Former
Education Minister Ram Chandra Kushwaha, who was sacked after being
investigated for selling relief teachers’ vacancies for up to Rs
300,000, and who almost got a $120 million education program scrapped,
said he was innocent at the Reporters Club in Kathmandu Today. Nepalnews writes:
A day after being recalled from the cabinet over
corruption charges, then education minister and leader of Terai Madhes
Lokatantrik Party (TMLP), Ram Chandra Kushwaha, today cried foul
against the party’s decision and denied any wrongdoing while in office.

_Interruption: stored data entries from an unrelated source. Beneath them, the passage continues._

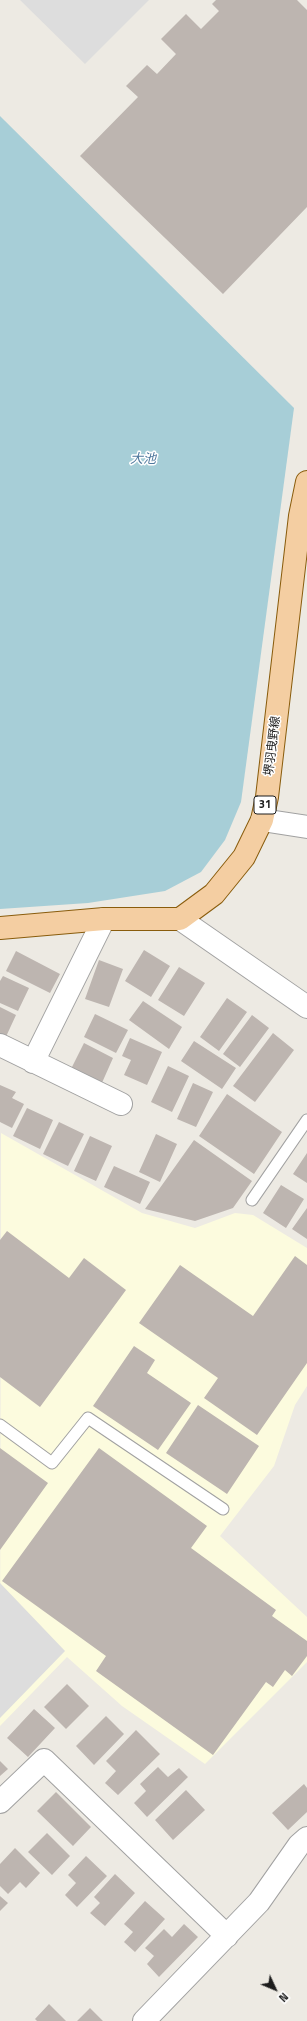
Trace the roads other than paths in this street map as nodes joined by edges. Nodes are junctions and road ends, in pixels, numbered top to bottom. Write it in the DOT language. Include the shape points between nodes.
graph roads {
  1 [pos="307,482"];
  2 [pos="262,820"];
  3 [pos="307,827"];
  4 [pos="104,919"];
  5 [pos="180,919"];
  6 [pos="0,928"];
  7 [pos="307,1007"];
  8 [pos="0,1045"];
  9 [pos="33,1062"];
  10 [pos="121,1104"];
  11 [pos="307,1120"];
  12 [pos="252,1200"];
  13 [pos="0,1425"];
  14 [pos="223,1509"];
  15 [pos="0,1802"];
  16 [pos="307,1838"];
  17 [pos="227,1936"];
  18 [pos="144,2021"];
  1 -- 2 [label="main road, 堺羽曳野線 / 31" via="300,516"];
  2 -- 3 [label="street"];
  2 -- 5 [label="main road, 堺羽曳野線 / 31" via="244,857 214,894"];
  4 -- 5 [label="main road"];
  4 -- 6 [label="main road"];
  4 -- 9 [label="street"];
  5 -- 7 [label="street"];
  8 -- 9 [label="street"];
  9 -- 10 [label="street"];
  11 -- 12 [label="lane"];
  13 -- 14 [label="lane" via="52,1463 88,1418"];
  15 -- 17 [label="street" via="44,1760"];
  16 -- 17 [label="street" via="299,1845 259,1902"];
  17 -- 18 [label="street"];
}
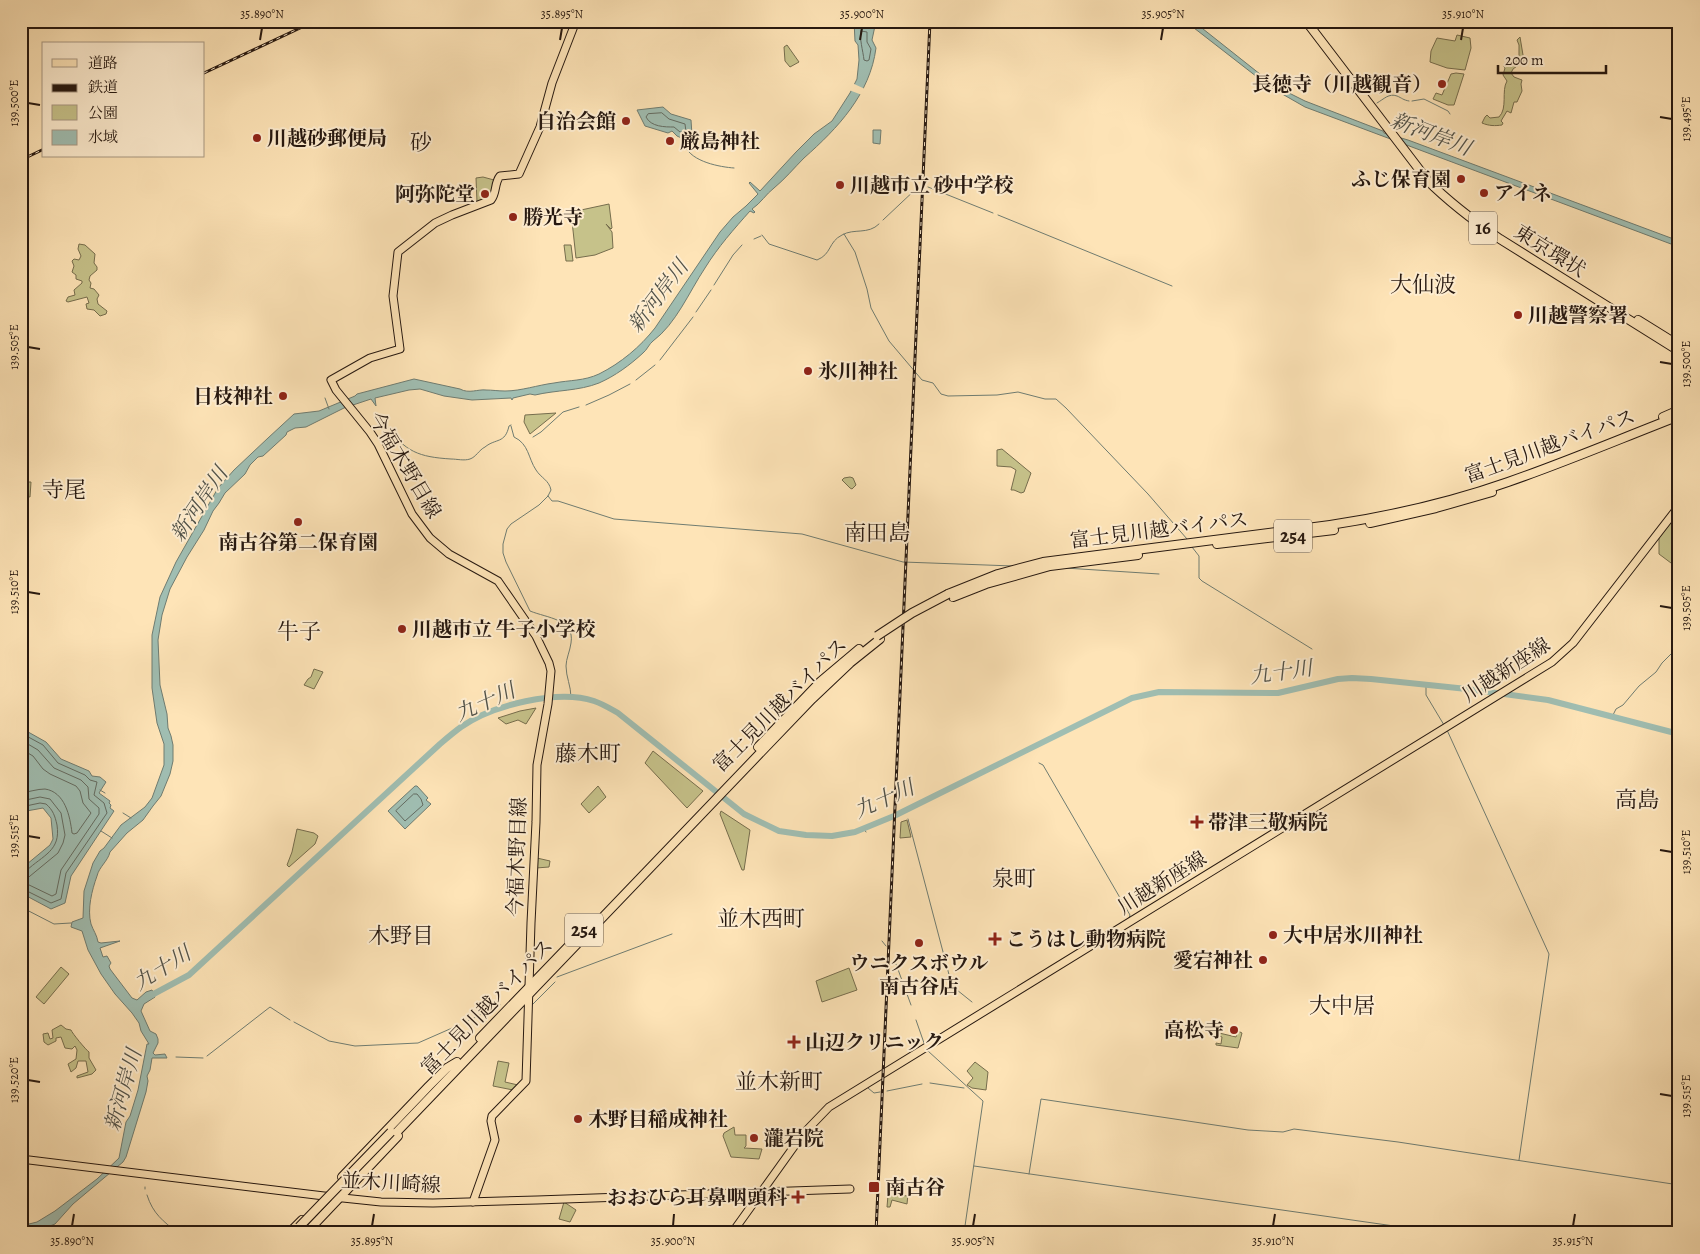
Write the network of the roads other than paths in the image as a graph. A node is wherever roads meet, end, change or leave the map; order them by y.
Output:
1 (576, 21) edge
2 (1306, 21) edge
3 (1310, 21) edge
4 (1410, 154) junction
5 (1658, 332) junction
6 (1679, 340) edge
7 (1679, 346) edge
8 (1679, 353) edge
9 (1679, 410) edge
10 (1679, 416) edge
11 (1679, 421) edge
12 (1614, 441) junction
13 (1679, 506) edge
14 (949, 596) junction
15 (529, 991) junction
16 (461, 1061) junction
17 (21, 1159) edge
18 (850, 1189) dead end
19 (762, 1193) junction
20 (324, 1196) junction
21 (338, 1198) junction
22 (473, 1202) junction
23 (301, 1231) edge
24 (289, 1233) edge
25 (732, 1233) edge

1 - 15 main road, 今福木野目線
2 - 4 highway, 東京環状 / 16
3 - 4 highway, 東京環状 / 16
4 - 5 highway, 東京環状 / 16
4 - 8 highway, 東京環状 / 16
5 - 6 highway
5 - 7 highway, 東京環状 / 16
9 - 12 highway
10 - 12 highway, 富士見川越バイパス / 254
11 - 14 highway, 富士見川越バイパス / 254
12 - 14 highway, 富士見川越バイパス / 254
13 - 19 main road, 川越新座線
14 - 15 highway, 富士見川越バイパス / 254, bridge
15 - 16 highway, 富士見川越バイパス / 254
15 - 22 main road, 今福木野目線
16 - 20 highway, 254
16 - 21 highway, 254
16 - 23 highway, 富士見川越バイパス / 254
17 - 20 main road, 並木川崎線
18 - 19 main road, 並木川崎線
19 - 22 main road, 並木川崎線
19 - 25 main road, 川越新座線
20 - 21 main road, 並木川崎線
20 - 24 highway, 254
21 - 22 main road, 並木川崎線
21 - 23 highway, 254

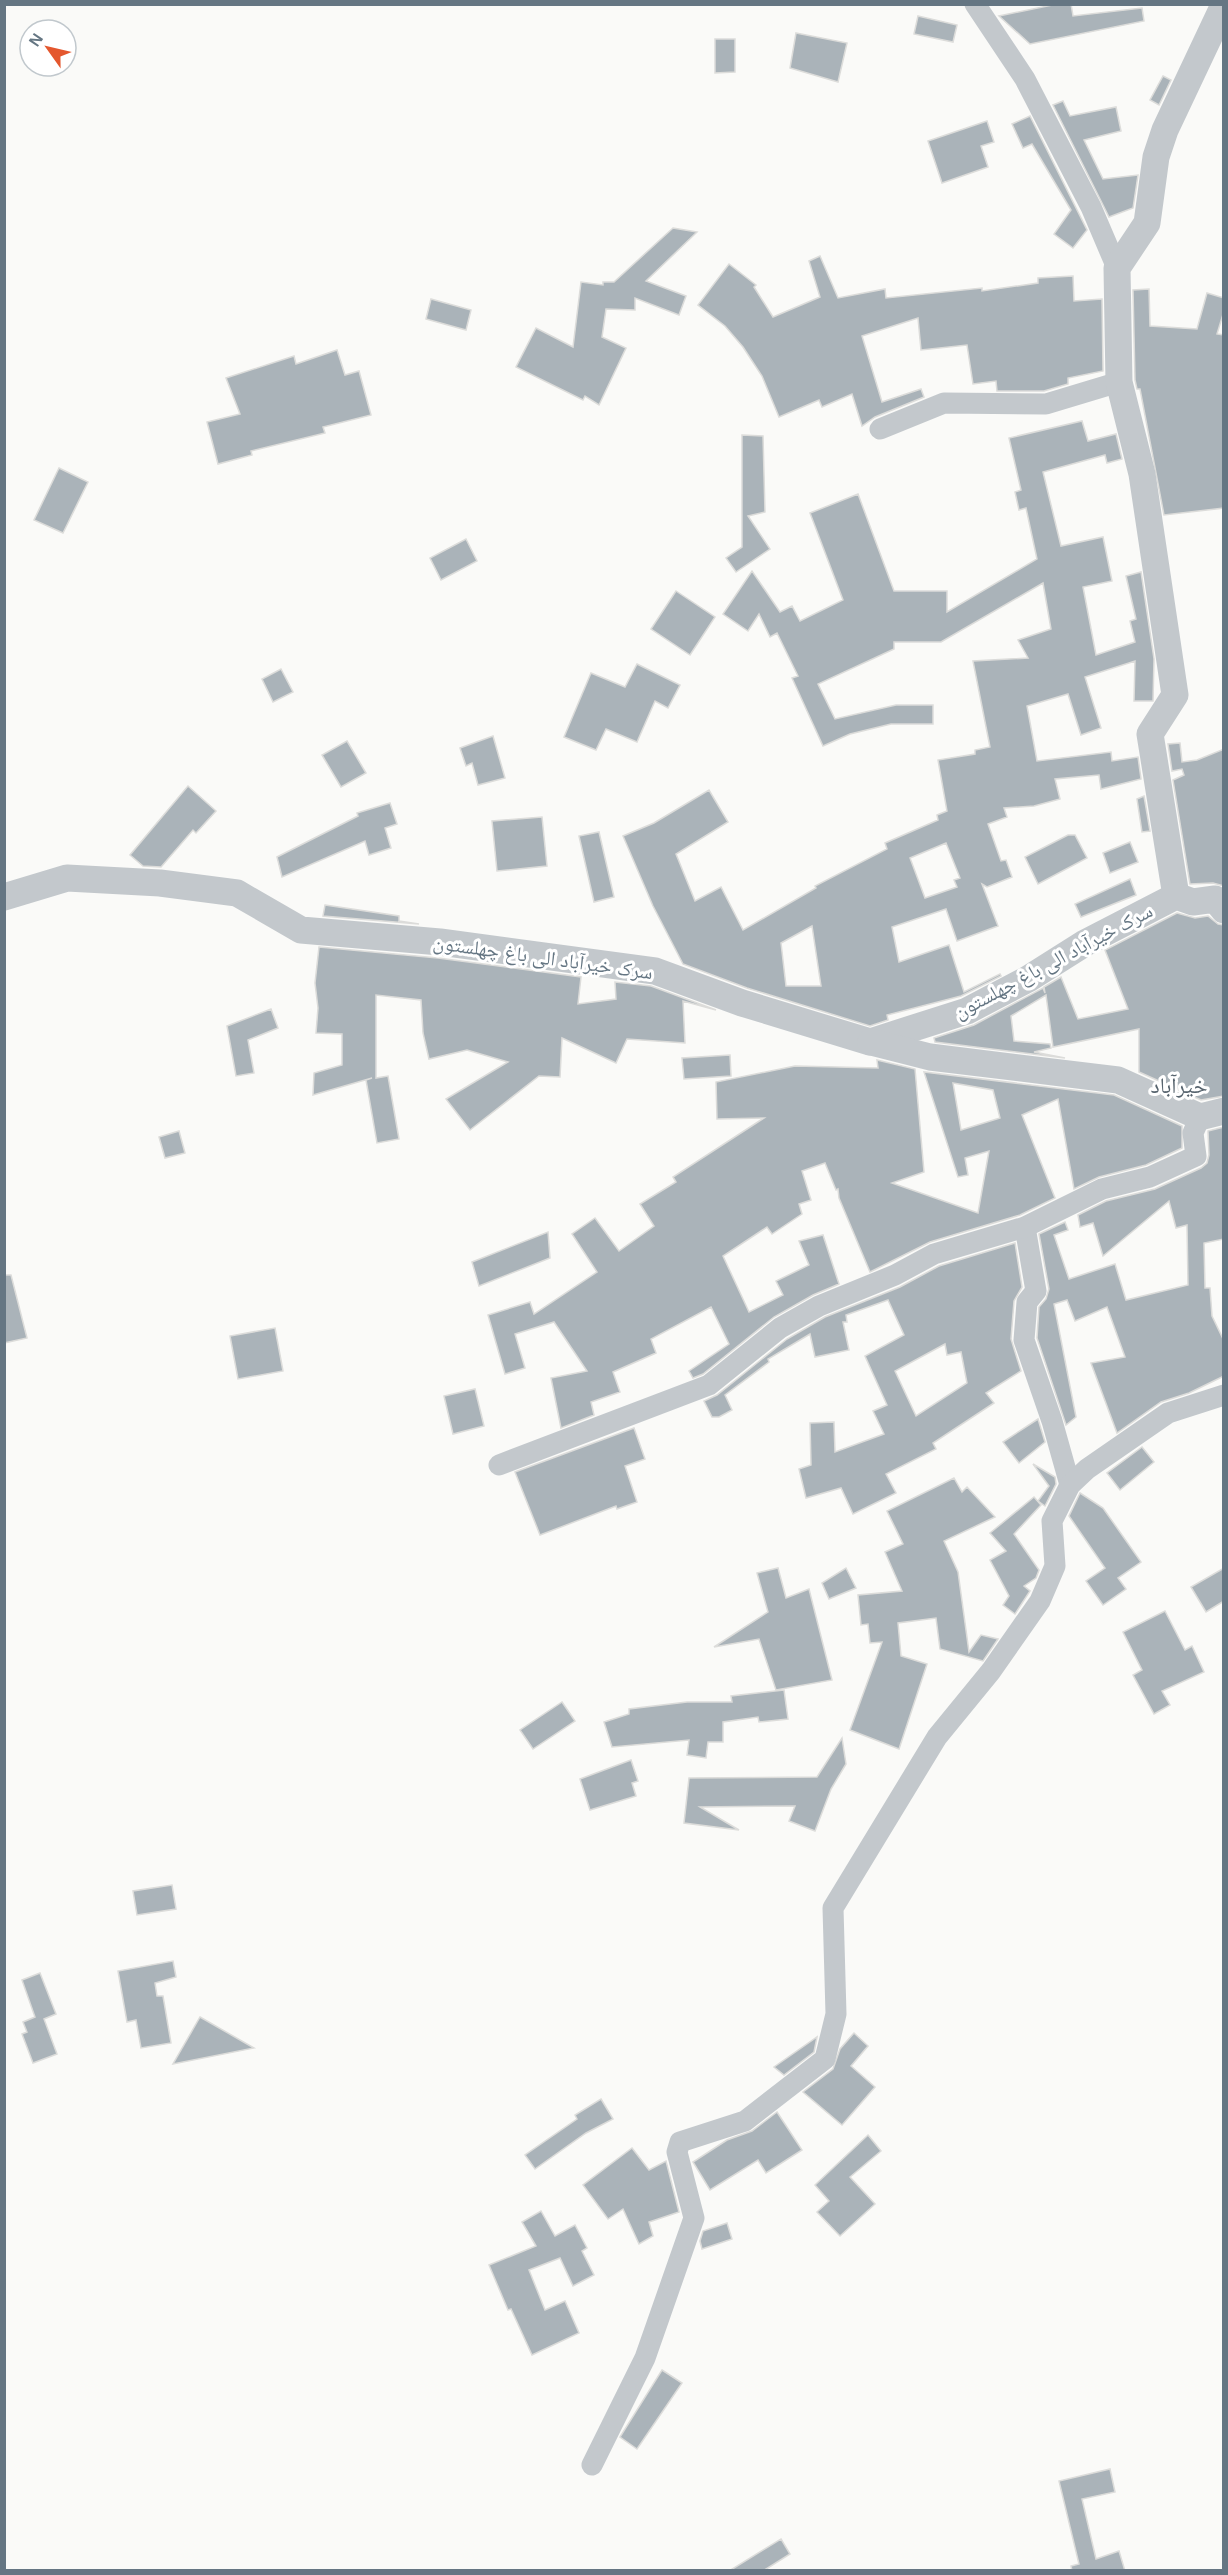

Speaking at the Reporters Club, Kaushwaha said he did not go against
the laws to take decisions and that the party recalled him without
asking him once over the charges against him.
The Finance Ministry has refused to reimburse the expenses incurred
during Nepali Congress President Girija Prasad Koirala’s treatment in
Singapore because his daughter, Foreign Minister Sujajta Koirala,
failed to produce receipts. Nagarik writes:
The Foreign Ministry had sent an Rs 16 million invoice
to the Finance Ministry four days for Koirala’s treatment cost in
Singapore. However, the Finance Ministry refused to approve the fund
saying it would be considered corruption to sanction funds without
receipts.
It was reported that Foreign Minister Koirala splurged lavishly
while accompanying her father to Singapore. She stayed in the
presidential suite of one of the most expensive hotels in Singapore and
rented a limousine to ferry her around, racking up an expense of Rs
100,00 daily.
And remember those Nepal Electricity Authority vehicles that were
being used by political leaders for personal purposes? NEA employees
had ‘seized’ one of such vehicles used by CPN-UML leader KP Oli.
Apparently, Oli used the cover of the night and help of Nepal Police to
‘recover’ the vehicle. From the topsy-turvy land, the Kathmandu Post writes:
CPN-UML leader K.P. Oli’s act of ‘recapturing’ a
government-owned vehicle has drawn flak from employees of the Nepal
Electricity Authority (NEA).
The condemnation came after police on Tuesday took the four-wheeler
under their control from the NEA premises and handed it back to the
former home minister.
The NEA employees last week retrieved the Nissan car, which was at
Oli’s disposal. The UML leader had blamed the Maoists for the seizure.